In: Statistics and Probability
Theoretical considerations: Depending upon how the term "age" is defined, the effects of age on coping strategies can be roughly divided into three categories. First, if aging is understood in terms of biological aging, then age may have an indirect effect on coping strategies through the increase in health problems associated with aging. As one age, there are changes in types of problems experienced (cf., Aldwin, (990). The elderly are more likely to be coping with both their own health problems and those of significant others, especially spouses. They are also more likely to be bereaved or suffer the loss of close friends and relatives than are younger adults. As Folkman and Lazarus (1980, 1985) have pointed out, both health and loss problems are more likely to evoke palliative or emotion-focused coping than instrumental action. McCrae (1982) suggested that differences in coping strategies among younger and older adults are primarily a function of differences in the types of problems that they face. Therefore, any study of aging and coping strategies need to determine whether or not the older respondents are coping with health problems. Second, age effects can also be understood in terms of cohort differences. There may be historical characteristics of the present population of older adults that affect their choice of coping strategies. While the coping strategies of different age groups have been contrasted (cL, Aldwin & Revenson, 1985; Felton & Revenson, 1987; Folkman et aI., 1987; McCrae, 1982, 1989), the precise historical trends that might account for these cohort differences have not been systematically examined in the literature. For example, one could hypothesize that the lower levels of education in the present aged cohort, compared to younger groups, may predispose them to less active forms of mastery, given the positive association between education and internal locus of control (Lefcourt, 1976).

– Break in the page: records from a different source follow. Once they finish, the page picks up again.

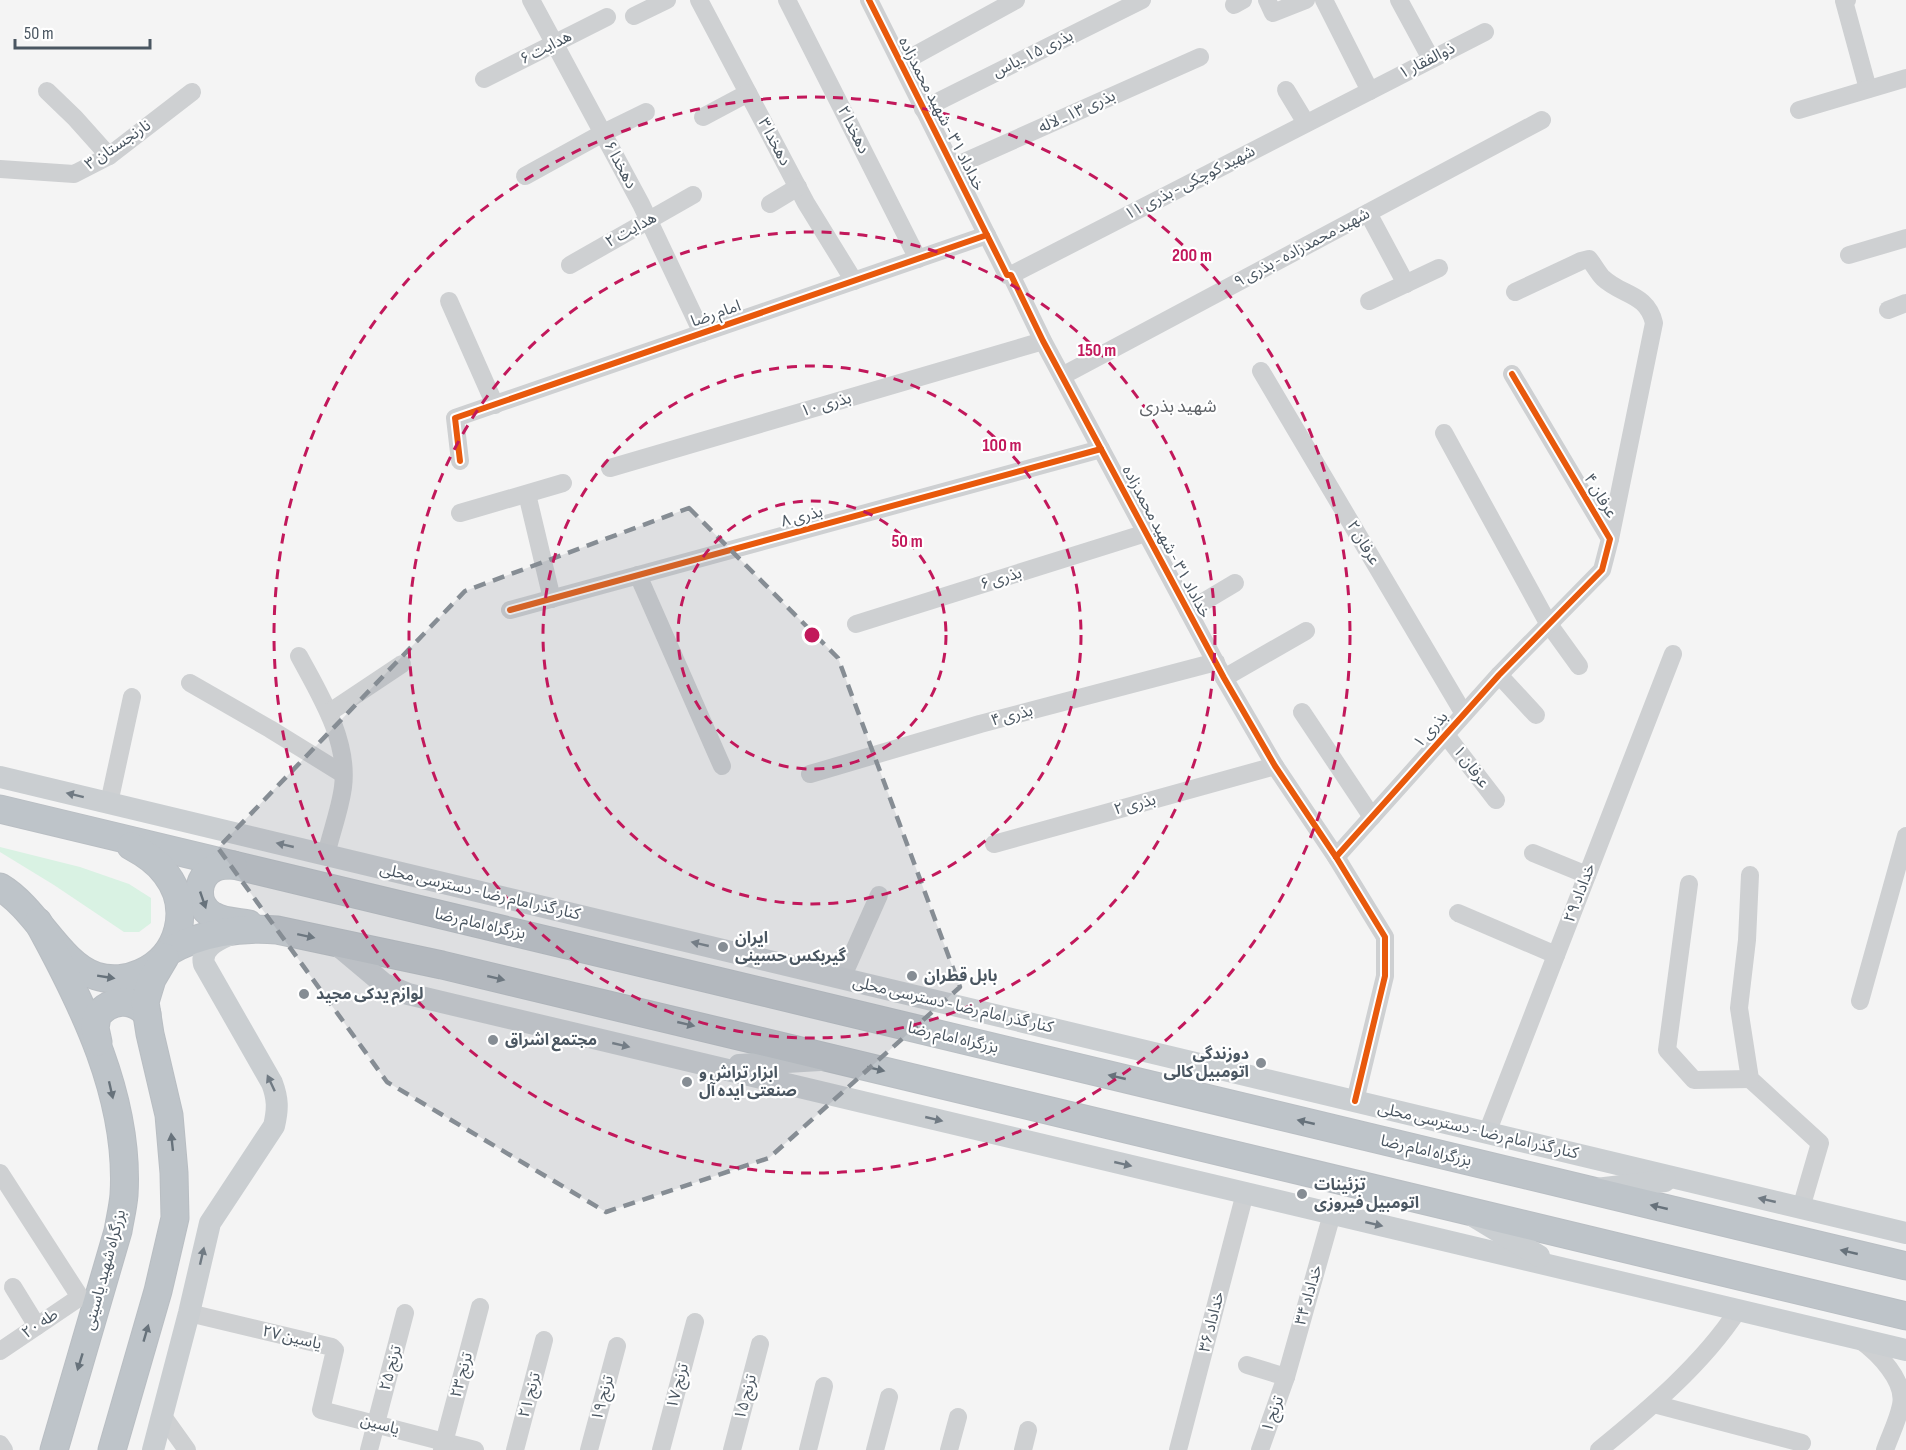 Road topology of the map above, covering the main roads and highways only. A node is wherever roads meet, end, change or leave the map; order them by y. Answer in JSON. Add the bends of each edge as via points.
{"nodes":[{"id":1,"x":0,"y":777,"type":"edge"},
{"id":2,"x":0,"y":809,"type":"edge"},
{"id":3,"x":113,"y":836,"type":"junction"},
{"id":4,"x":233,"y":865,"type":"junction"},
{"id":5,"x":0,"y":887,"type":"edge"},
{"id":6,"x":38,"y":922,"type":"junction"},
{"id":7,"x":631,"y":928,"type":"junction"},
{"id":8,"x":277,"y":930,"type":"junction"},
{"id":9,"x":238,"y":931,"type":"junction"},
{"id":10,"x":334,"y":942,"type":"junction"},
{"id":11,"x":553,"y":942,"type":"junction"},
{"id":12,"x":166,"y":954,"type":"junction"},
{"id":13,"x":147,"y":1014,"type":"junction"},
{"id":14,"x":996,"y":1015,"type":"junction"},
{"id":15,"x":101,"y":1054,"type":"junction"},
{"id":16,"x":835,"y":1059,"type":"junction"},
{"id":17,"x":1069,"y":1065,"type":"junction"},
{"id":18,"x":714,"y":1067,"type":"junction"},
{"id":19,"x":1355,"y":1101,"type":"junction"},
{"id":20,"x":1350,"y":1132,"type":"junction"},
{"id":21,"x":1681,"y":1179,"type":"junction"},
{"id":22,"x":1589,"y":1190,"type":"junction"},
{"id":23,"x":1463,"y":1210,"type":"junction"},
{"id":24,"x":176,"y":1218,"type":"junction"},
{"id":25,"x":210,"y":1223,"type":"junction"},
{"id":26,"x":1906,"y":1233,"type":"edge"},
{"id":27,"x":1906,"y":1266,"type":"edge"},
{"id":28,"x":1557,"y":1267,"type":"junction"},
{"id":29,"x":1906,"y":1316,"type":"edge"},
{"id":30,"x":1906,"y":1350,"type":"edge"},
{"id":31,"x":54,"y":1450,"type":"edge"},
{"id":32,"x":112,"y":1450,"type":"edge"},
{"id":33,"x":153,"y":1450,"type":"edge"}],
"edges":[{"from":7,"to":1,"type":"main road","name":"کنار گذر امام رضا - دسترسی محلی","one_way":true},
{"from":2,"to":3,"type":"highway","name":"بزرگراه امام رضا"},
{"from":3,"to":4,"type":"highway","name":"بزرگراه امام رضا"},
{"from":3,"to":12,"type":"highway","via":[[144,853],[174,886],[181,915],[179,930]]},
{"from":4,"to":8,"type":"highway","one_way":true,"via":[[218,866],[203,879],[199,891],[206,910],[218,918]]},
{"from":4,"to":11,"type":"highway","name":"بزرگراه امام رضا"},
{"from":5,"to":6,"type":"highway"},
{"from":6,"to":12,"type":"highway","one_way":true,"via":[[66,956],[97,976],[134,976],[151,969]]},
{"from":6,"to":15,"type":"highway","name":"بزرگراه شهید یاسینی","via":[[69,977]]},
{"from":7,"to":11,"type":"main road"},
{"from":14,"to":7,"type":"main road","name":"کنار گذر امام رضا - دسترسی محلی","one_way":true},
{"from":8,"to":9,"type":"highway"},
{"from":8,"to":10,"type":"highway","one_way":true},
{"from":9,"to":12,"type":"highway","via":[[188,941]]},
{"from":25,"to":9,"type":"main road","one_way":true,"via":[[274,1126],[278,1112],[272,1083],[203,958],[216,941]]},
{"from":10,"to":16,"type":"highway","one_way":true},
{"from":10,"to":18,"type":"main road","one_way":true,"via":[[395,990]]},
{"from":11,"to":17,"type":"highway","name":"بزرگراه امام رضا"},
{"from":12,"to":13,"type":"highway","via":[[148,987]]},
{"from":13,"to":15,"type":"highway","via":[[138,1005],[126,1002],[108,1005],[101,1011],[95,1028]]},
{"from":24,"to":13,"type":"highway","one_way":true,"via":[[169,1115]]},
{"from":14,"to":17,"type":"main road"},
{"from":14,"to":19,"type":"main road","name":"کنار گذر امام رضا - دسترسی محلی"},
{"from":15,"to":31,"type":"highway","name":"بزرگراه شهید یاسینی","one_way":true,"via":[[123,1149],[124,1196],[114,1248]]},
{"from":16,"to":18,"type":"main road"},
{"from":16,"to":23,"type":"highway","one_way":true},
{"from":20,"to":17,"type":"highway","name":"بزرگراه امام رضا","one_way":true},
{"from":18,"to":28,"type":"main road","one_way":true},
{"from":19,"to":20,"type":"main road"},
{"from":19,"to":21,"type":"main road","name":"کنار گذر امام رضا - دسترسی محلی"},
{"from":20,"to":22,"type":"highway","name":"بزرگراه امام رضا"},
{"from":21,"to":22,"type":"main road"},
{"from":26,"to":21,"type":"main road","name":"کنار گذر امام رضا - دسترسی محلی","one_way":true},
{"from":27,"to":22,"type":"highway","name":"بزرگراه امام رضا","one_way":true},
{"from":23,"to":28,"type":"main road"},
{"from":23,"to":29,"type":"highway"},
{"from":24,"to":25,"type":"main road"},
{"from":32,"to":24,"type":"highway","one_way":true},
{"from":33,"to":25,"type":"main road","one_way":true},
{"from":28,"to":30,"type":"main road"}]}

Third, age can also be understood in terms of intrinsic developmental processes. Gutmann (1974) suggested that a shift in mastery styles occurs across the life span, with young adults choosing strategies reflecting active mastery, middle-aged adults using what he termed "passive" mastery techniques, and old adults using "magical mastery." Using TAT cards, Gutmann attempted to show that this decremental developmental shift occurred cross-culturally. However, responses on TATs do not necessarily reflect the actual use of coping strategies in everyday problems, and alternative explanations are possible, including age differences in education and socialization to Western norms.

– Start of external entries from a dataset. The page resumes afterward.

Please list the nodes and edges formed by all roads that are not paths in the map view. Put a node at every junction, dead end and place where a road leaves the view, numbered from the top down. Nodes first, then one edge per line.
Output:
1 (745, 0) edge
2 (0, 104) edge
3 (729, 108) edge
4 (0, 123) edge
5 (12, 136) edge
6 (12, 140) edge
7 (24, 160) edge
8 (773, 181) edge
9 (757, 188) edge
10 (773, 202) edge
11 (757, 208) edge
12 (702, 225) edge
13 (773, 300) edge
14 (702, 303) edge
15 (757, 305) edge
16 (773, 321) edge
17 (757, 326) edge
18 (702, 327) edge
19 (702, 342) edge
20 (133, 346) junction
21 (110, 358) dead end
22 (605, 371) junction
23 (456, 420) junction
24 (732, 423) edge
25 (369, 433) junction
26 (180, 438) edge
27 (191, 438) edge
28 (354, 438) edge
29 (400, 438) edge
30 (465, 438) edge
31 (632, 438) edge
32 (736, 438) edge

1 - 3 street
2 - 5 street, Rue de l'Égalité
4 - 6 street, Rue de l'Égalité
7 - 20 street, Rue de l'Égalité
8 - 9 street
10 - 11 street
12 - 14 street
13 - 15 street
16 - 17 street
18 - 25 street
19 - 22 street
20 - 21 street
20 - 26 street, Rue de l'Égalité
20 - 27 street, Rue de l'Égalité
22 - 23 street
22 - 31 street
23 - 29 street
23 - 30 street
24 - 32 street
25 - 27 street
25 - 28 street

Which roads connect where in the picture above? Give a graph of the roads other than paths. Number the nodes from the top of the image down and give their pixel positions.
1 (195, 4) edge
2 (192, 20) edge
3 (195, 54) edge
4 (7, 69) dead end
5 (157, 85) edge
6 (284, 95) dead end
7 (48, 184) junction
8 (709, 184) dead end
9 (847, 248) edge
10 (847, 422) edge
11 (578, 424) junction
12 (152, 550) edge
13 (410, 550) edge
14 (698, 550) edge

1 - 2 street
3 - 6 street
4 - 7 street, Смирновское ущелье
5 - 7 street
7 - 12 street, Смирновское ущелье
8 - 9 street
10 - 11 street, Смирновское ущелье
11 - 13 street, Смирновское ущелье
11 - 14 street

Empirical findings. - If older adults are less likely to perceive stressful episodes as controllable, they should also be less likely to use instrumental action and more likely to use palliative or avoidant coping strategies. However, nearly every study of aging and coping has found that, in general, older individuals are not passive copers. For example, the Vaillant (1977) study mentioned earlier found that middle-aged men in the Grant study used fewer neurotic and immature defense mechanisms and more mature strategies, in contrast with their youthful selves. Similarly, McCrae (1982) found that older adults used fewer escapist and hostile strategies.
Conclusion: The perceived controllability of situations is thought to influence the types of coping strategies used, and this is important in adaptive processes. Elderly individuals are widely perceived to have less control over their environment than other adults. This lack of perceived control should have adverse effects on how they cope with stressful situations. However, most studies have shown that older adults differ little from younger adults in their approaches to coping with stress.